Metalhead, an Icelandic film written and directed by Ragnar Bragason, premiered in fall of 2013 at the Toronto International Film Festival, and is finally getting limited release in the United States, along with widespread Video on Demand starting April 3.

The film starts with a rural farm family experiencing a horrific loss. Their teenage son, Baldur, is killed in a tractor accident as his twelve year-old sister, Hera, watches. The family holds the funeral in the local Lutheran church. During the funeral, Hera looks at the crucifixes and the Jesus portrait above the altar and is disgusted. She runs out of the church, dons her brother’s black leather jacket and takes over his record collection, which is made up entirely of the dark and skeletal heavy metal of the early 80’s.

Hera decides to run away from home to the city—presumably Reykjavik—with her brother’s guitar in hand. An old gentleman at the bus stop asks her if she has nothing to keep her in the country. She shakes her head. But when the bus pulls away, she is still sitting on the bench, and nine years have passed. Now a young adult, she still hasn’t left.

The film is a study in how grief can overtake a family—mocking the idea of its moving in neat rhythms, cycles, or “stages.” Nearly a decade after the son’s death, Hera and her parents still move through life in a daze. Everything seems to bring back memories of that fateful day on the farm: A blot of ketchup on a plate, which reminds the mother of the color of blood, a neighbor’s tractor that Hera steals one night while drunk. And of course, the son’s room, which, with its Iron Maiden and AC/DC posters still intact, has become a shrine since his death.

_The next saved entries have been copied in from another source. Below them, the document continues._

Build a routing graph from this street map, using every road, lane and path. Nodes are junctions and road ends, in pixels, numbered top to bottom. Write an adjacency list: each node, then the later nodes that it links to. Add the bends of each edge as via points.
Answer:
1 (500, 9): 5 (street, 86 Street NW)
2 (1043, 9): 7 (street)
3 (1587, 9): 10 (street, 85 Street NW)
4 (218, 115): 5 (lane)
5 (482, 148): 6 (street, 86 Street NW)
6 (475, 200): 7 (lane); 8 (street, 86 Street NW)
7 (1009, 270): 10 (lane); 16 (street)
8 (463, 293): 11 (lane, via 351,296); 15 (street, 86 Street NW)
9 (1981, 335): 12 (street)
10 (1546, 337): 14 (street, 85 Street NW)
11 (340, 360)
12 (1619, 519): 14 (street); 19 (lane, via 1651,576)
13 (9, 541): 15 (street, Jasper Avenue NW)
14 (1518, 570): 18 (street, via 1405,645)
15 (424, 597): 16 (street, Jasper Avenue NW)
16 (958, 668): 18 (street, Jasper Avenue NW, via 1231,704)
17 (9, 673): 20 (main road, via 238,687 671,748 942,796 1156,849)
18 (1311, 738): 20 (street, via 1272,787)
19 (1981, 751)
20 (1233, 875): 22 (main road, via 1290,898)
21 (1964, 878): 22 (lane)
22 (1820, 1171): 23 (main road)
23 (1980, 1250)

The film is slow to unfold, in the Scandinavian style. The cinematography shares with Bergman the interplay of light and dark, but always with a preference for the scrim-filtered pale light of winter. The pacing gives you a kind of sick, pit-of-the stomach feeling, as Hera moves from one self-destructive act to another. At twenty-one, she is much too old to be acting out in teenage rebellion. (One evening she startles the family by showing up to the dinner table in black-eyed, KISS-style makeup.)

Change begins when Hera is confronted by the town’s new minister, Pastor Janus. She’s as prickly to him as to everyone else, until he reveals he’s a metal fan, too—a fellow traveler on the “Crazy Train.”

Hera insists Metal is “About reality. Death is real, war is real. It tells things like they really are without any sugarcoating.”

Pastor Janus seems to agree. “Sometimes God can be found in the dark,” he says.

Fittingly, Hera works in a slaughterhouse where they kill and dress sheep. If the crucifixes and portrait of Jesus don’t drive home the religious symbolism, the bleating of the lambs being led to slaughter should.

In fact, the livestock of the farming community act as a kind of Greek chorus in the film, pointing out both the absurdity of life and the desperation of these characters not to be lured docilely into the oblivion of the Icelandic winter night.

When Hera makes a demo tape of her own music in the family barn, she realizes when she plays it back that her father’s herd of milk cows are mooing in the background. Hera is delighted by the sound, and sends it off to some record labels. Later, she gets a visit from some fans from the Oslo Metal scene who’ve heard the demo and love the cow-rock, too. “This is the most evil-sounding, brutal music I’ve ever heard,” one of them says. It’s the highest compliment they could give her.

The townsfolk in the community, many of whom are also members of the local church, treat Hera and her family with profound decency as she lurches from one self-destructive act to another. Her final act of rebellion is one of violence against the whole community. Yet it is their ability to forgive that leads to healing.

This film says a lot about resurrection, although in a roundabout way. If you think about it, Jesus’ Resurrection was really a communal event. Except for Mary Magdalene’s moment in the garden with Jesus in the Gospel of John, he never appears to just one person after his death. And even in this extraordinary instant with Mary, he immediately tells her to go and spread the news to his brothers.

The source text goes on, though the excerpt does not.